Thursday 11 July 2013

Banning Khat

Last week, Home Secretary Teresa May decided to ban khat, a stimulant herb used by the Somali and Yemeni community. It will now be classified as a Class C drug, alongside the likes of ketamine and diazepam (better known as Valium). As highs go, khat is apparently hard work for your hit. Users must sit chewing mouthfuls of green leaves for several hours, before the active ingredient cathinone is released in sufficient doses into the mucous membranes. Its effects are mild euphoria, alertness and loss of appetite; think strong coffee with a dash of speed instead of hazelnut-flavoured syrup.  

Khat has never inspired gangster films, as cocaine did in the eighties thanks to its obvious limitations. Scarface’s bloody finale would not carry the same punch on khat. Tony Montana buries his face into a mound of hedge clippings, to rise up like a hyperactive giraffe, one cheek massively distended by his herb bolus.

Given that khat is an acquired taste which most people decline to acquire, why then did Teresa May spend precious departmental time and political capital banning it? I wondered what calculations she made to prioritise the prohibition of a mildly intoxicating shrub over, for example, the prevention of terrorism. 

Moreover, no other drug is as exclusively associated with such a narrow sub-section of the population. When the Home Secretary bans khat, she is guaranteeing that her hideously white police force will be arresting only black men from the Horn of Africa. Therefore the prohibtion only makes rational sense if Ms May received expert advice from scientists and doctors about the terrible impact of khat on its users and the wider community. Wrong.

Britain's leading medical journal, The Lancet, produced a table ranking various substances for harm and likelihood of addiction. Khat scored the lowest of all.

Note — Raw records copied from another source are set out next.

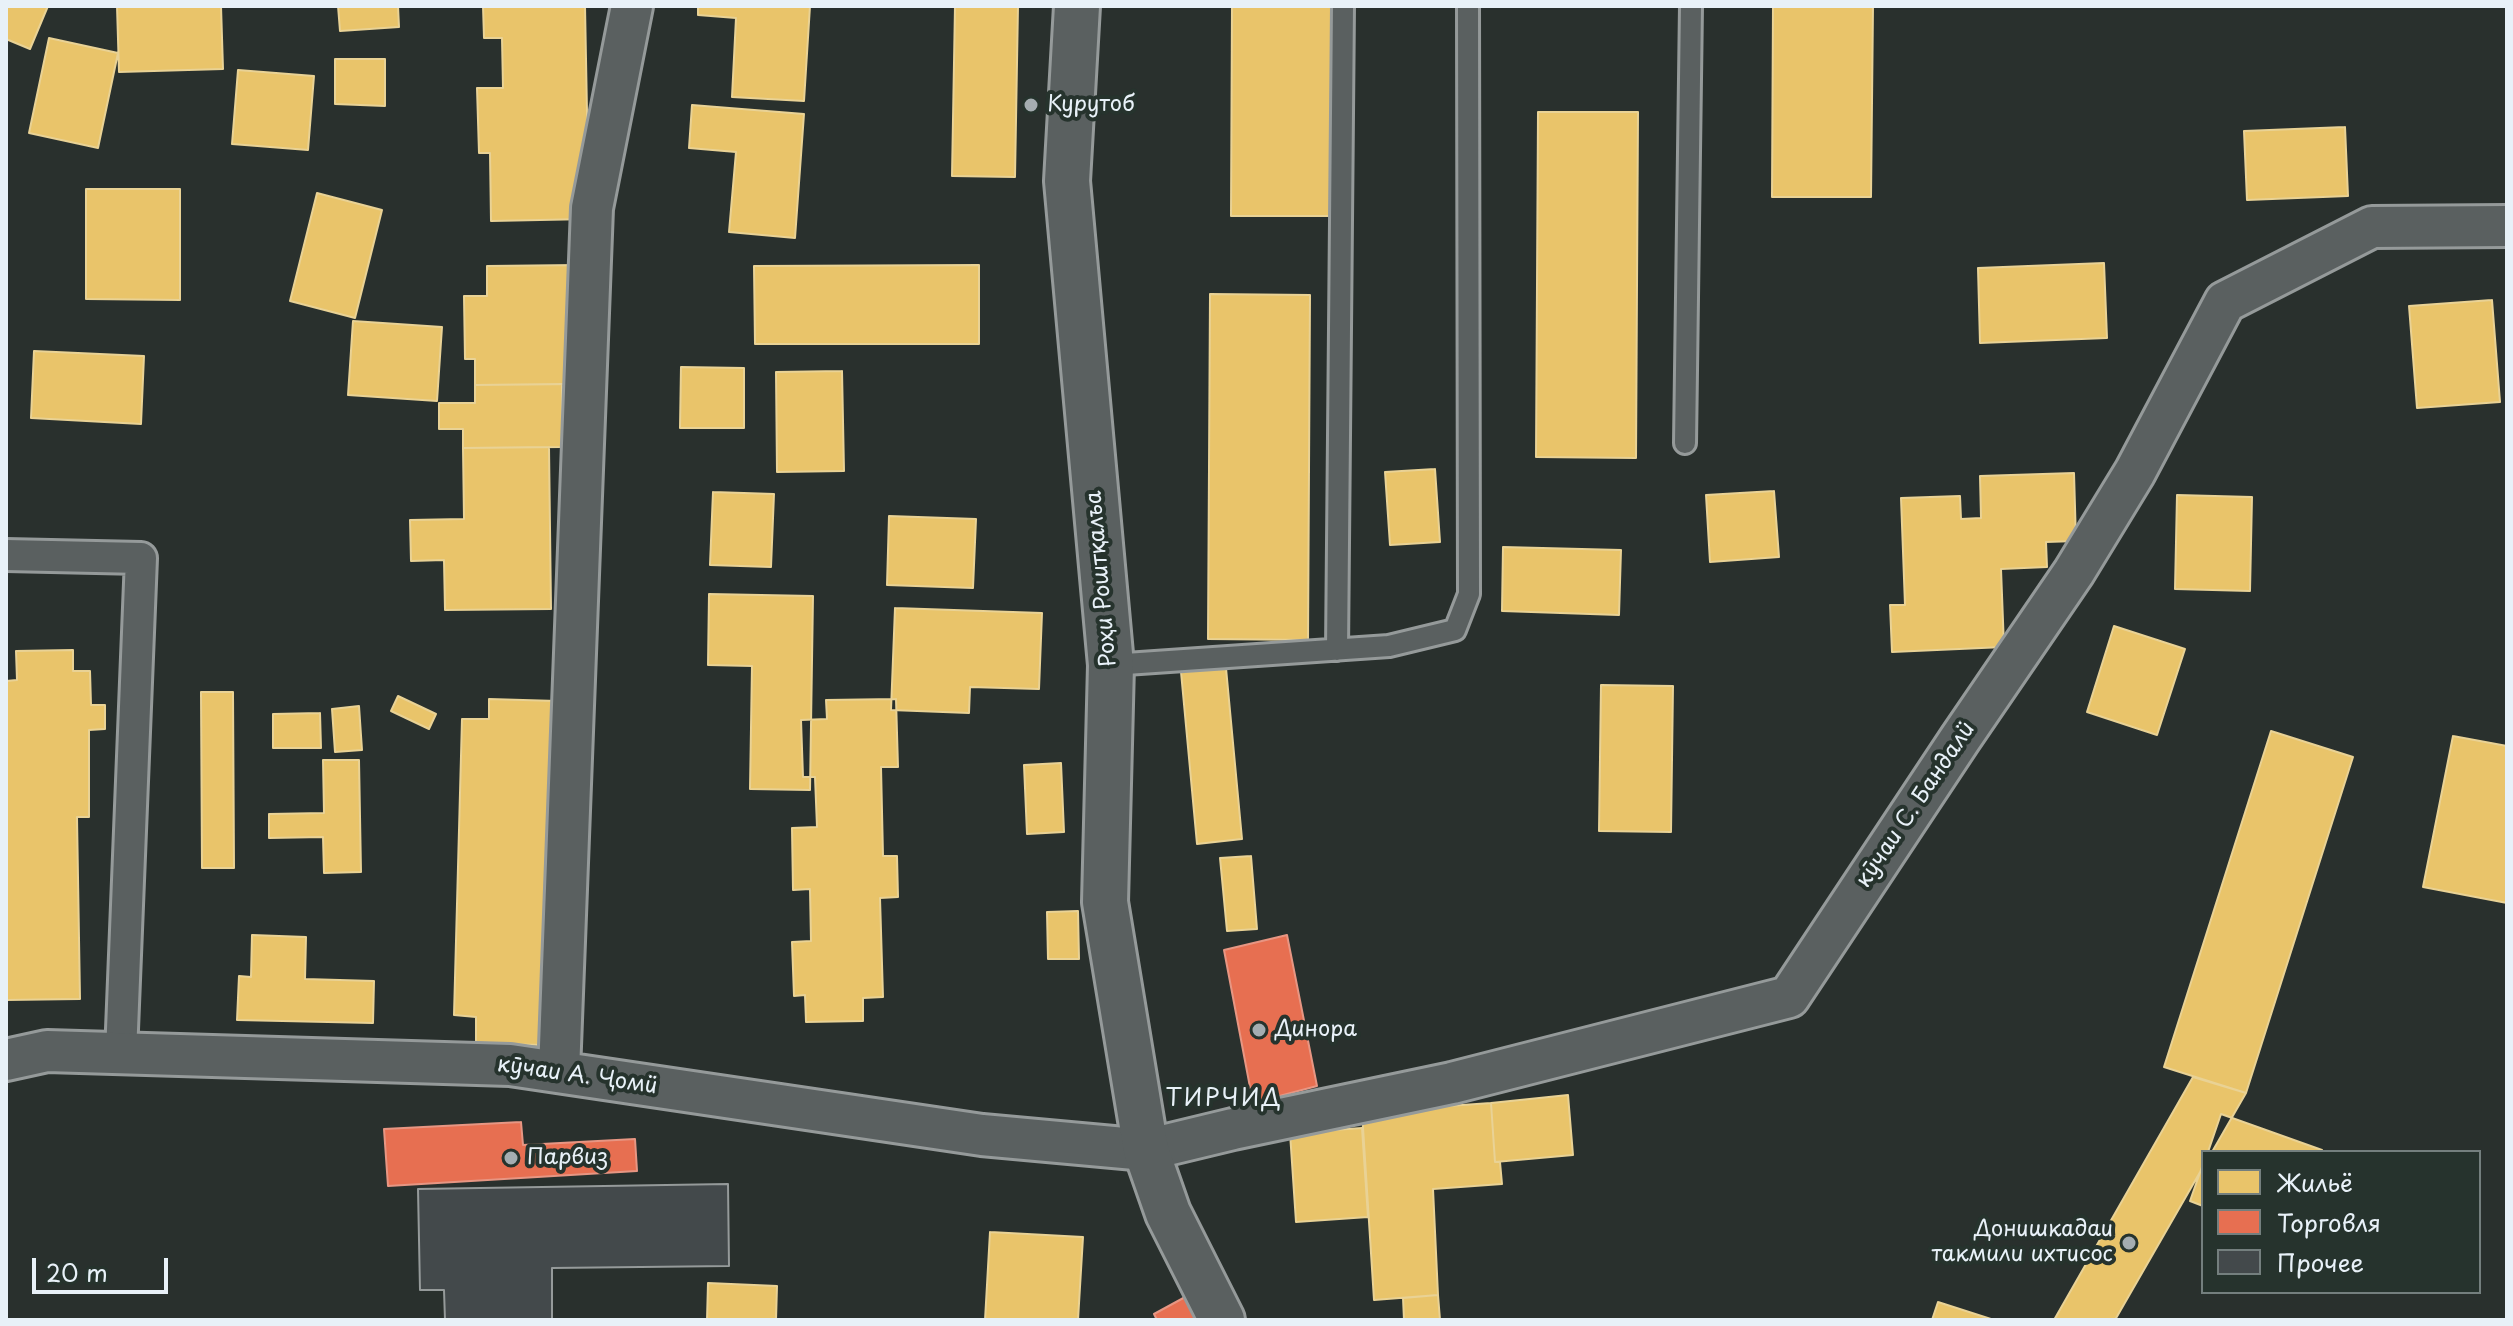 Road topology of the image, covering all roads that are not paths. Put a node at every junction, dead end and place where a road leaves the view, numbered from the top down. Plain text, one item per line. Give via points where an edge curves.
1 (632, 6) edge
2 (1077, 6) edge
3 (1343, 6) edge
4 (1468, 6) edge
5 (1691, 6) edge
6 (2507, 226) edge
7 (1685, 443) dead end
8 (6, 555) edge
9 (1337, 650) junction
10 (1111, 665) junction
11 (121, 1054) junction
12 (6, 1060) edge
13 (559, 1072) junction
14 (1146, 1150) junction
15 (1222, 1320) edge

1 - 13 street via 592,208
2 - 10 main road, Роҳи Роштқалъа via 1067,181
3 - 9 lane
4 - 9 lane via 1469,594 1455,630 1389,646
5 - 7 lane
6 - 14 street, кӯчаи С. Бандалӣ via 2372,227 2225,302 2135,472 2074,572 1789,997 1452,1083
8 - 11 street via 141,558
9 - 10 lane
10 - 14 main road, Роҳи Роштқалъа via 1105,902
11 - 12 street, кӯчаи А. Ҷомӣ via 47,1051
11 - 13 street, кӯчаи А. Ҷомӣ via 510,1065
13 - 14 street, кӯчаи А. Ҷомӣ via 982,1135
14 - 15 main road, Роҳи Роштқалъа via 1168,1213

Khat is not completely harmless, but neither is my preferred hangover cure, a venti capuccino with an extra shot. And yes, to any barrista that asks me again, I am aware it equates to four shots of espresso. That is the point.

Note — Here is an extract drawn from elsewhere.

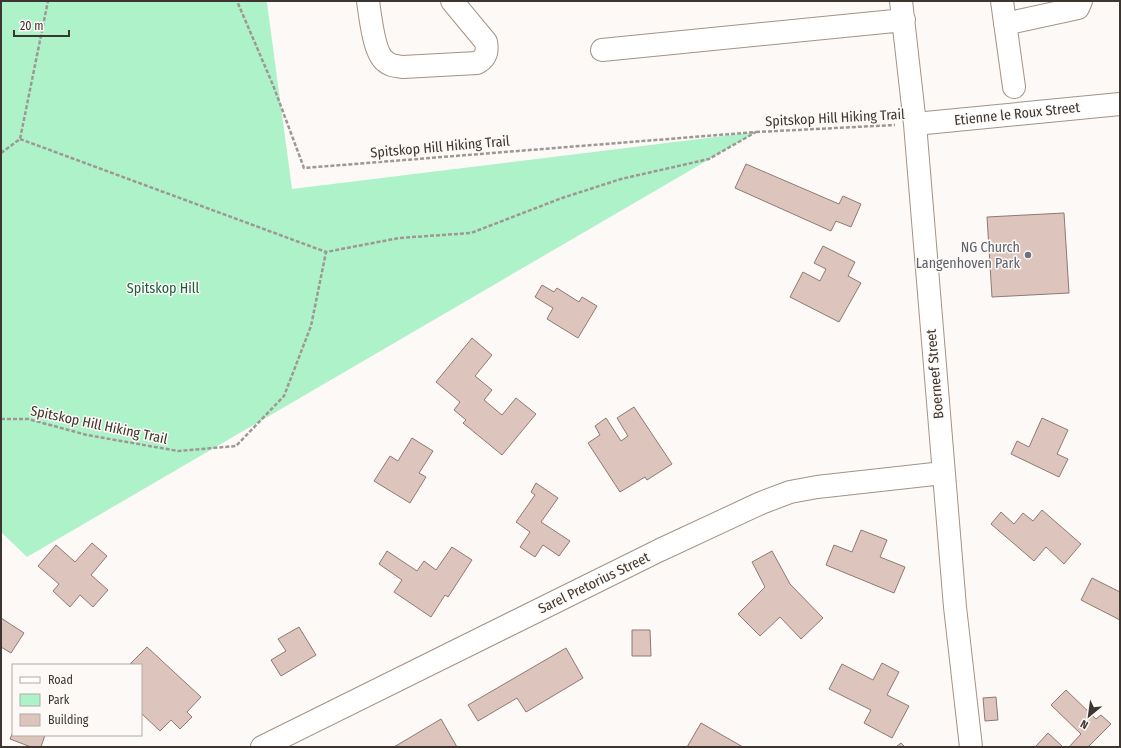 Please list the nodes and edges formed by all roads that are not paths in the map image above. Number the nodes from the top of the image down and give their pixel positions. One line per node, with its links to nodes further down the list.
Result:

The Advisory Committee on the Misuse of Drugs (ACMD), published in 2013, with the catchy title “Khat: A Review of its potential harms to the individual communities in the UK.” Their conclusions were:

“On the basis of the available evidence, the overwhelming majority of Council members consider that khat should not be controlled under the Misuse of Drugs Act 1971. In summary the reason for this is that, save for the issue of liver toxicity, although there may be a correlation or association between the use of khat and various negative social indicators, it is not possible to conclude that there is any causal link. The ACMD considers that the evidence of harms associated with the use of khat is insufficient to justify control and it would be inappropriate and disproportionate to classify khat under the Misuse of Drugs Act 1971.”

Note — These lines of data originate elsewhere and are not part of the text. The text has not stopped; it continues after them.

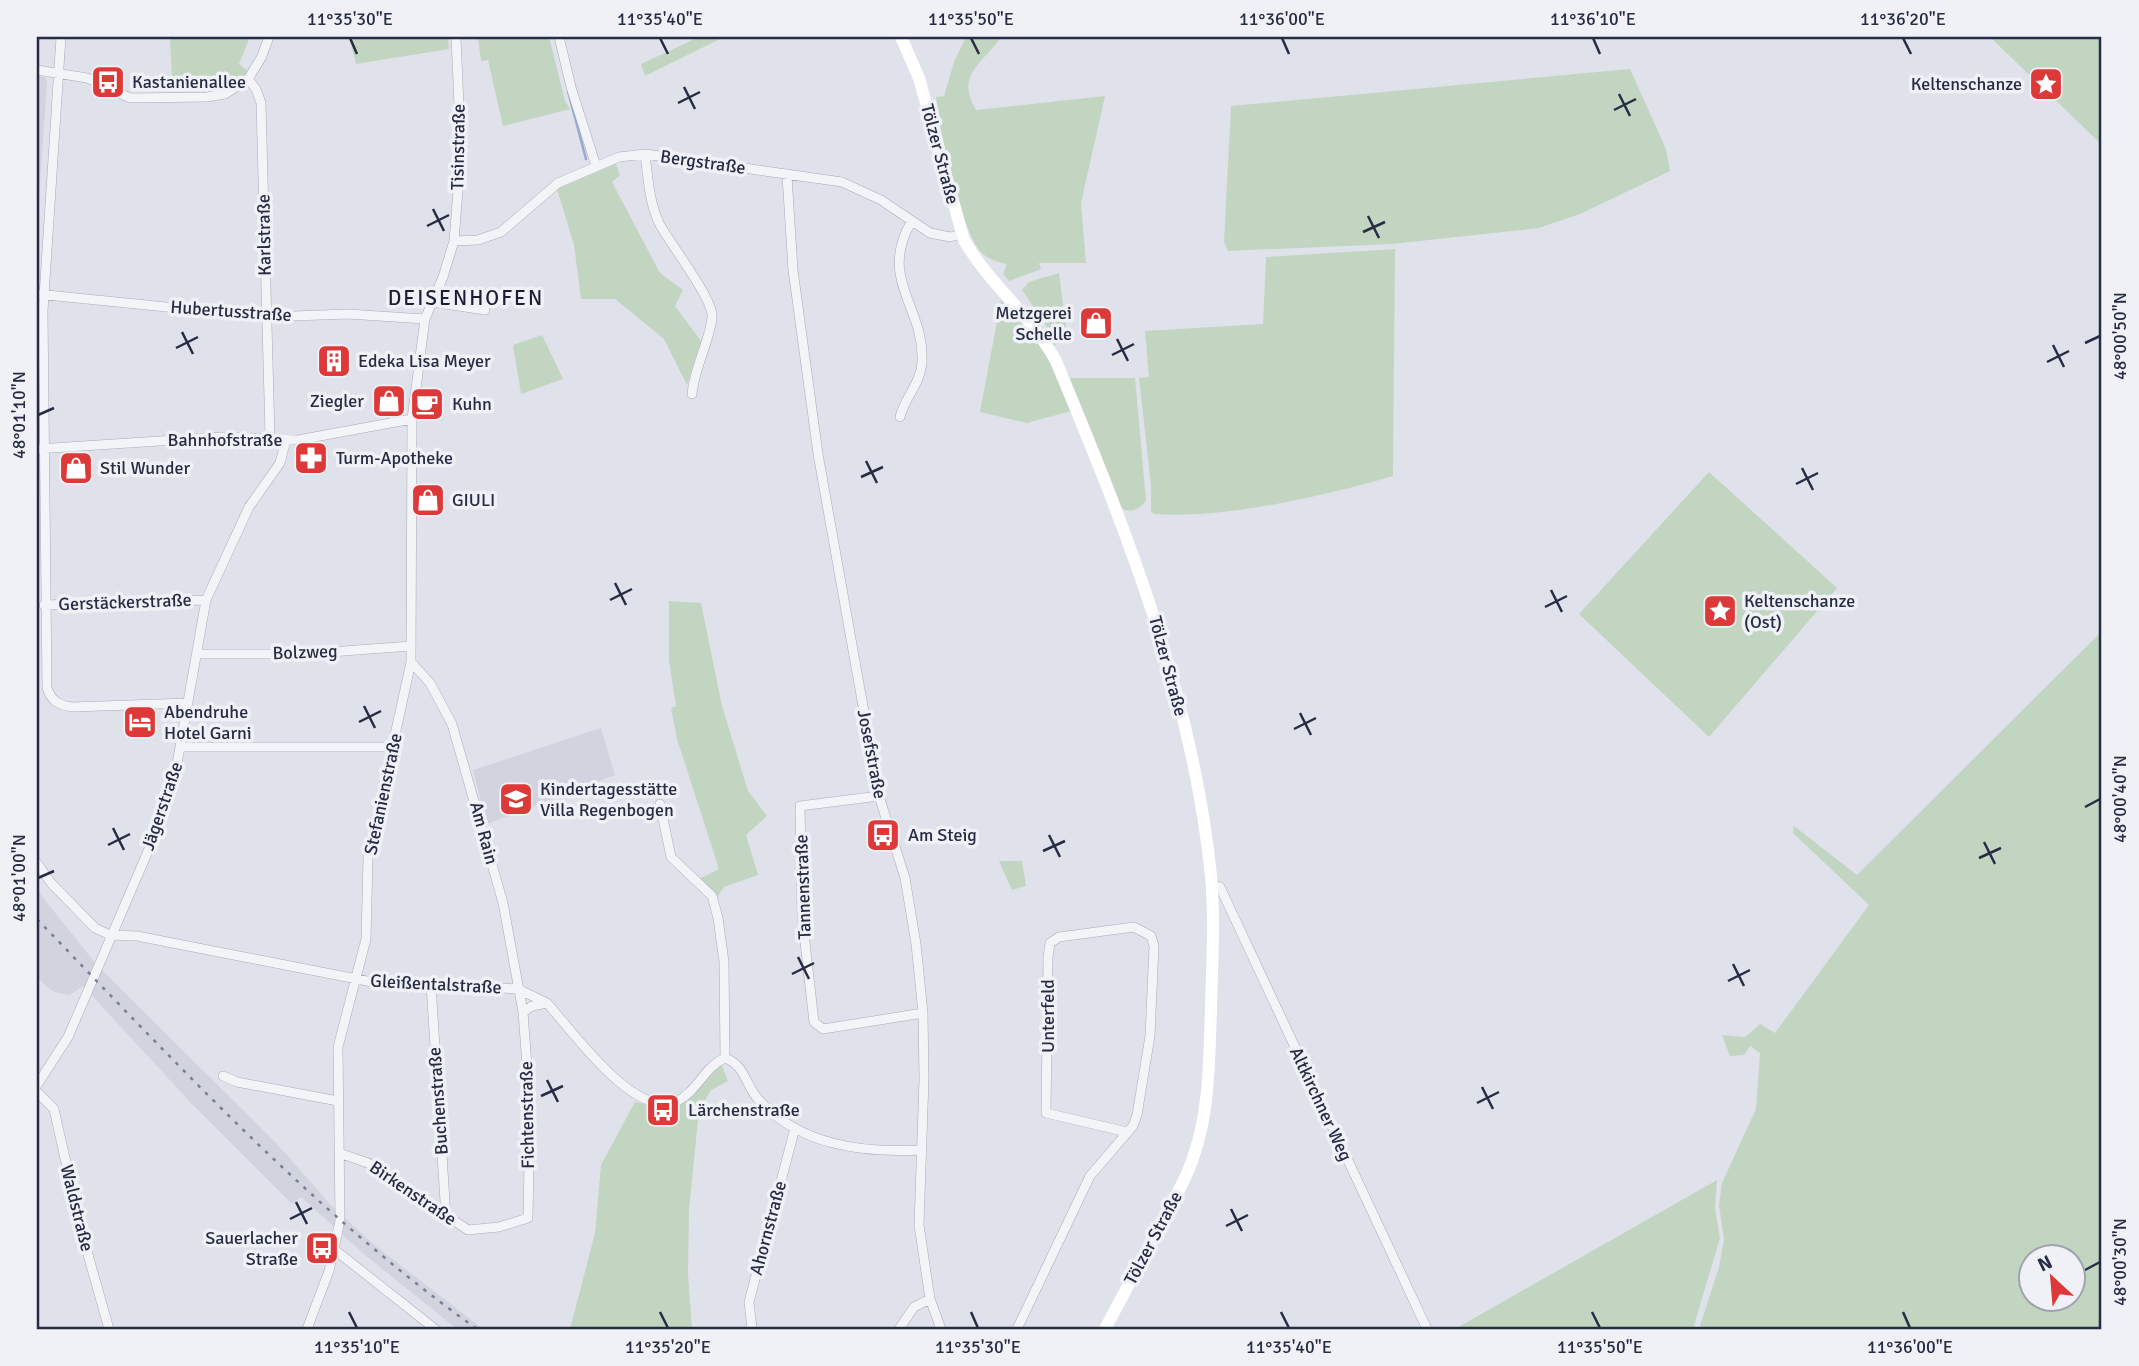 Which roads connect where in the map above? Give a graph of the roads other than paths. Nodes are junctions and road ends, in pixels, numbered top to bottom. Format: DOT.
graph roads {
  1 [pos="61,37"];
  2 [pos="268,37"];
  3 [pos="456,37"];
  4 [pos="559,37"];
  5 [pos="901,37"];
  6 [pos="37,70"];
  7 [pos="56,72"];
  8 [pos="247,79"];
  9 [pos="646,154"];
  10 [pos="596,166"];
  11 [pos="787,176"];
  12 [pos="911,222"];
  13 [pos="962,234"];
  14 [pos="454,241"];
  15 [pos="41,294"];
  16 [pos="432,302"];
  17 [pos="485,310"];
  18 [pos="266,317"];
  19 [pos="425,319"];
  20 [pos="692,394"];
  21 [pos="900,417"];
  22 [pos="412,419"];
  23 [pos="270,436"];
  24 [pos="285,440"];
  25 [pos="40,449"];
  26 [pos="206,600"];
  27 [pos="44,605"];
  28 [pos="41,640"];
  29 [pos="411,646"];
  30 [pos="198,654"];
  31 [pos="411,662"];
  32 [pos="430,683"];
  33 [pos="407,690"];
  34 [pos="188,704"];
  35 [pos="181,747"];
  36 [pos="392,747"];
  37 [pos="879,796"];
  38 [pos="660,804"];
  39 [pos="37,863"];
  40 [pos="1211,885"];
  41 [pos="110,936"];
  42 [pos="356,979"];
  43 [pos="431,985"];
  44 [pos="518,989"];
  45 [pos="547,1003"];
  46 [pos="523,1012"];
  47 [pos="923,1013"];
  48 [pos="725,1058"];
  49 [pos="223,1076"];
  50 [pos="37,1085"];
  51 [pos="37,1093"];
  52 [pos="338,1101"];
  53 [pos="795,1128"];
  54 [pos="1127,1132"];
  55 [pos="922,1150"];
  56 [pos="339,1153"];
  57 [pos="446,1217"];
  58 [pos="528,1218"];
  59 [pos="335,1251"];
  60 [pos="930,1300"];
  61 [pos="109,1329"];
  62 [pos="307,1329"];
  63 [pos="435,1329"];
  64 [pos="752,1329"];
  65 [pos="899,1329"];
  66 [pos="941,1329"];
  67 [pos="1017,1329"];
  68 [pos="1105,1329"];
  69 [pos="1427,1329"];
  1 -- 7 [label="street"];
  2 -- 8 [label="street"];
  3 -- 14 [label="street, Tisinstraße"];
  4 -- 10 [label="street"];
  5 -- 13 [label="main road, Tölzer Straße"];
  6 -- 7 [label="street"];
  7 -- 8 [label="street"];
  7 -- 15 [label="street"];
  8 -- 18 [label="street, Karlstraße"];
  9 -- 10 [label="street, Bergstraße"];
  9 -- 11 [label="street, Bergstraße"];
  9 -- 20 [label="street"];
  10 -- 14 [label="street, Bergstraße"];
  11 -- 12 [label="street, Bergstraße"];
  11 -- 37 [label="street, Josefstraße"];
  12 -- 13 [label="street, Bergstraße"];
  12 -- 21 [label="street"];
  13 -- 40 [label="main road, Tölzer Straße"];
  14 -- 16 [label="street, Tisinstraße"];
  15 -- 18 [label="street, Hubertusstraße"];
  15 -- 25 [label="street"];
  16 -- 17 [label="street"];
  16 -- 19 [label="street, Tisinstraße"];
  18 -- 19 [label="street, Hubertusstraße"];
  18 -- 23 [label="street, Karlstraße"];
  19 -- 22 [label="street, Tisinstraße"];
  22 -- 24 [label="street, Bahnhofstraße"];
  22 -- 29 [label="street, Stefanienstraße"];
  23 -- 24 [label="street, Bahnhofstraße"];
  23 -- 25 [label="street, Bahnhofstraße"];
  24 -- 26 [label="street, Jägerstraße"];
  25 -- 27 [label="street"];
  26 -- 27 [label="street, Gerstäckerstraße"];
  26 -- 30 [label="street, Jägerstraße"];
  27 -- 28 [label="street"];
  28 -- 34 [label="street"];
  29 -- 30 [label="street, Bolzweg"];
  29 -- 31 [label="street, Stefanienstraße"];
  30 -- 34 [label="street, Jägerstraße"];
  31 -- 32 [label="street, Am Rain"];
  31 -- 33 [label="street, Stefanienstraße"];
  32 -- 33 [label="street"];
  32 -- 44 [label="street, Am Rain"];
  33 -- 36 [label="street, Stefanienstraße"];
  34 -- 35 [label="street, Jägerstraße"];
  35 -- 36 [label="street"];
  35 -- 41 [label="street, Jägerstraße"];
  36 -- 42 [label="street, Stefanienstraße"];
  37 -- 47 [label="street, Josefstraße"];
  37 -- 47 [label="street, Tannenstraße"];
  38 -- 48 [label="street"];
  39 -- 41 [label="street"];
  40 -- 68 [label="main road, Tölzer Straße"];
  40 -- 69 [label="street, Altkirchner Weg"];
  41 -- 42 [label="street, Gleißentalstraße"];
  41 -- 50 [label="street, Jägerstraße"];
  42 -- 43 [label="street, Gleißentalstraße"];
  42 -- 52 [label="street, Stefanienstraße"];
  43 -- 44 [label="street, Gleißentalstraße"];
  43 -- 57 [label="street, Buchenstraße"];
  44 -- 45 [label="street, Gleißentalstraße"];
  44 -- 46 [label="street, Fichtenstraße"];
  45 -- 46 [label="street"];
  45 -- 48 [label="street, Gleißentalstraße"];
  46 -- 58 [label="street, Fichtenstraße"];
  47 -- 55 [label="street, Josefstraße"];
  48 -- 53 [label="street"];
  49 -- 52 [label="street"];
  51 -- 61 [label="street, Waldstraße"];
  52 -- 56 [label="street, Stefanienstraße"];
  53 -- 55 [label="street"];
  53 -- 64 [label="street, Ahornstraße"];
  54 -- 54 [label="street, Unterfeld"];
  54 -- 67 [label="street"];
  55 -- 60 [label="street, Josefstraße"];
  56 -- 57 [label="street, Birkenstraße"];
  56 -- 59 [label="street, Stefanienstraße"];
  57 -- 58 [label="street, Birkenstraße"];
  59 -- 62 [label="street, Stefanienstraße"];
  59 -- 63 [label="street"];
  60 -- 65 [label="street"];
  60 -- 66 [label="street, Josefstraße"];
}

Yet Teresa May banned it anyway. Possession of khat for personal use will now carry a two year maximum sentence. Thus our Home Secretary believes a Somali man who possesses a bag of khat which he chews for his own enjoyment is committing a crime as a serious as:

- Attempted incest by a man with a girl over the age of 13 years

- Racially aggravated common order assault

- Unlawful marketing of combat knives

Now it is worth mentioning that the sentencing guidelines for possession offences under the Misuse of Drugs Act are much more lenient than any other category of offence. The courts, in essence, are very reluctant to send people to prison for possession of controlled substances. I suppose because courts are in the main, administered by sane, rational people.

The same leniency does not hold true, however, for the khat supplier. Previously he was importing a legal herb. If he continues to trade khat, he mutates into a drug dealer. Possession with intent to supply carries a maximum sentence of up to 14 years which Teresa May considers as serious a crime as:

- Placing explosives with the intent to cause bodily injury

- Causing or inciting child prostitution or pornography

- Causing death by serious driving

Those penalties seem proportionate to the harms caused by shrub-trafficking. 

Not.


You would think our Home Secretary had better things to do.